20. Or Jacob ne recevrait pas la bénédiction s’il ne portait les péchés qu’il ne commettait plus. Votre sainteté comprendra comment on doit supporter les péchés. Il en est qui croient les supporter et qui n’en parlent pas aux coupables : c’est une dissimulation détestable. Supporte le pécheur, non en aimant le péché qui est en lui, mais en le poursuivant à cause de lui. Aime le pécheur, non pas en tant qu’il est pécheur, mais en tant qu’il est homme. Quand tu aunes un malade, ne travailles-tu pas à chasser sa fièvre ? Épargner la fièvre, ce ne serait pas aimer le malade. Dis donc la vérité à ton frère, sans la dissimuler.
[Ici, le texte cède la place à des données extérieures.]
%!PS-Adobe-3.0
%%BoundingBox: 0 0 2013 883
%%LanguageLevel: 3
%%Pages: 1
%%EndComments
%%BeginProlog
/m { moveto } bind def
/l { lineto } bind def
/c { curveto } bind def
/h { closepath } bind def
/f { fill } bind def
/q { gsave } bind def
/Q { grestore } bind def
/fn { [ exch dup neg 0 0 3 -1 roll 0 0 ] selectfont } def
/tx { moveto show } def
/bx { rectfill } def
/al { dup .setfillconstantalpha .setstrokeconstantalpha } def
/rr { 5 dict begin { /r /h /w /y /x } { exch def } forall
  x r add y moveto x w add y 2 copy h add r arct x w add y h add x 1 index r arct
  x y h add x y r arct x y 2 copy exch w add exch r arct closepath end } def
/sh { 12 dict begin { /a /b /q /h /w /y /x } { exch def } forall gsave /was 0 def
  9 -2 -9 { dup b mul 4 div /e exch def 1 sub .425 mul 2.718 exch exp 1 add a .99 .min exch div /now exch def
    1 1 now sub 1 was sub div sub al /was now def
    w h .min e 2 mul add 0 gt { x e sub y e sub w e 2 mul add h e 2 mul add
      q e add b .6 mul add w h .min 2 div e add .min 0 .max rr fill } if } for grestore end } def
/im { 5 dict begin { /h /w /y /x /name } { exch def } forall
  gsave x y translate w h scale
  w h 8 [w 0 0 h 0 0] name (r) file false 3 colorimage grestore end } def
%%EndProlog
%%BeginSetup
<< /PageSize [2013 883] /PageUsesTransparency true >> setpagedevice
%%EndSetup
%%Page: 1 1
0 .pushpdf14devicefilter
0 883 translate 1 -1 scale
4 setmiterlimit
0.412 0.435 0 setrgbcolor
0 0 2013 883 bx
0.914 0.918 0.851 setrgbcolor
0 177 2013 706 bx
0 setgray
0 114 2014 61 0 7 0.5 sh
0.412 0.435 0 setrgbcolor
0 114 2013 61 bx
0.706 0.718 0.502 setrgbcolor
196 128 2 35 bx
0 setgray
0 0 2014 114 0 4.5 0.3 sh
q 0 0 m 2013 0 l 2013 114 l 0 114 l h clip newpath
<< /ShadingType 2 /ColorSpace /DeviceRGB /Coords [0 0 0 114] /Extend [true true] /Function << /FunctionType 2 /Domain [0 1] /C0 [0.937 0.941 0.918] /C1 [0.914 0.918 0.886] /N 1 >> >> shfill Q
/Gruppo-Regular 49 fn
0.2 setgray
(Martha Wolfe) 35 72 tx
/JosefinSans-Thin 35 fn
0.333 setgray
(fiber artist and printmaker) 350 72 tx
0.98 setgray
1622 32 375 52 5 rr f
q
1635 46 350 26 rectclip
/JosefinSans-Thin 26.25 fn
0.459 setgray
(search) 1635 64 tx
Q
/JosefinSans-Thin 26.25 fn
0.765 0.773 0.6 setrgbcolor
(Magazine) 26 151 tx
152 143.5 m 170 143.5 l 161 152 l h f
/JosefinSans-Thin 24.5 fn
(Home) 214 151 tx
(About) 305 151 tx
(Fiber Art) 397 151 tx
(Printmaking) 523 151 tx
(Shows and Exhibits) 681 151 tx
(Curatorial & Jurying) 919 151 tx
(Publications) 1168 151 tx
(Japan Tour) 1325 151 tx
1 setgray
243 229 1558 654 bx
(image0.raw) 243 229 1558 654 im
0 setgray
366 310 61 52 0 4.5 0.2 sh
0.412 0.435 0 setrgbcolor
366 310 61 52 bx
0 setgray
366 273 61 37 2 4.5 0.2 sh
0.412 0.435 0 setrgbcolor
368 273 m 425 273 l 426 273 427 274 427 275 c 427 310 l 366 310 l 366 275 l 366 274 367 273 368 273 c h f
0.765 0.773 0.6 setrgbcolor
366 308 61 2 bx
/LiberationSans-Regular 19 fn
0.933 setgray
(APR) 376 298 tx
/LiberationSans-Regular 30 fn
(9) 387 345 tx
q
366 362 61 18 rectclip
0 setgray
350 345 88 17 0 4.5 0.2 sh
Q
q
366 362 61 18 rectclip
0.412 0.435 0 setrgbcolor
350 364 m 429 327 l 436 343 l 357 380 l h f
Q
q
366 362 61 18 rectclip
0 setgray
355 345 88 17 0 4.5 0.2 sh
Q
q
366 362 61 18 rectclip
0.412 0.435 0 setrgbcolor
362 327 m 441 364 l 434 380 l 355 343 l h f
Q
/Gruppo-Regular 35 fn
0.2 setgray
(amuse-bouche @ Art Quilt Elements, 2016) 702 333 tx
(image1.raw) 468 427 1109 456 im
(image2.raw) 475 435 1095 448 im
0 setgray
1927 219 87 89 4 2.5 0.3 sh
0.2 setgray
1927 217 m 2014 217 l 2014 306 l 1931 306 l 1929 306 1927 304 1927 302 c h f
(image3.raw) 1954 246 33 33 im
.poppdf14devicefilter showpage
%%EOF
Eh ! faisons-nous autre chose que de vous dire la vérité ? Point de mensonge ; parle franchement ; mais supporte en attendant qu’on soit corrigé. Peut-être y a-t-il eu intervalle entre le moment où l’on a tué les chevreaux et celui où on, s’est couvert de leurs dépouilles : mais ce que ces actes signifient peut s’accomplir en même temps ; car tout en reprenant les pécheurs, ce qui est comme égorger les chevreaux, le juste peut supporter avec compassion leurs péchés, ce qui est comme en porter les dépouilles. Jacob a donc dans la mesure de ses forces, immolé le pécheur, égorgé ses chevreaux. Mais il supportait les péchés d’autrui, il les supportait avec patience et il a mérité d’être béni. C’est que la charité supporte tout. Cette charité était dans sa mère, cette mère figurait la charité même. En figurant tous les saints elle figurait la charité, car il n’est aucun saint qui n’ait la charité. De quoi me servira-t-il « de parler les langues des hommes et des anges si je n’ai pas la charité ? Je suis un airain sonnant ou une cymbale retentissante. Et quand j’aurais toute la foi, au point de transporter des montagnes, si je n’ai pas la charité, je ne suis rien. Et quand je connaîtrais tous les mystères et toutes les prophéties ; quand je livrerais mon corps pour être brûlé, si je n’ai point la charité, cela ne me sert de rien [2]. » Qu’est-ce donc que cette charité qui sert beaucoup lorsqu’elle est seule et sans laquelle rien ne profite ? Ainsi c’est la charité qui conseille Jacob ; il obéit parce qu’il est fils de la charité.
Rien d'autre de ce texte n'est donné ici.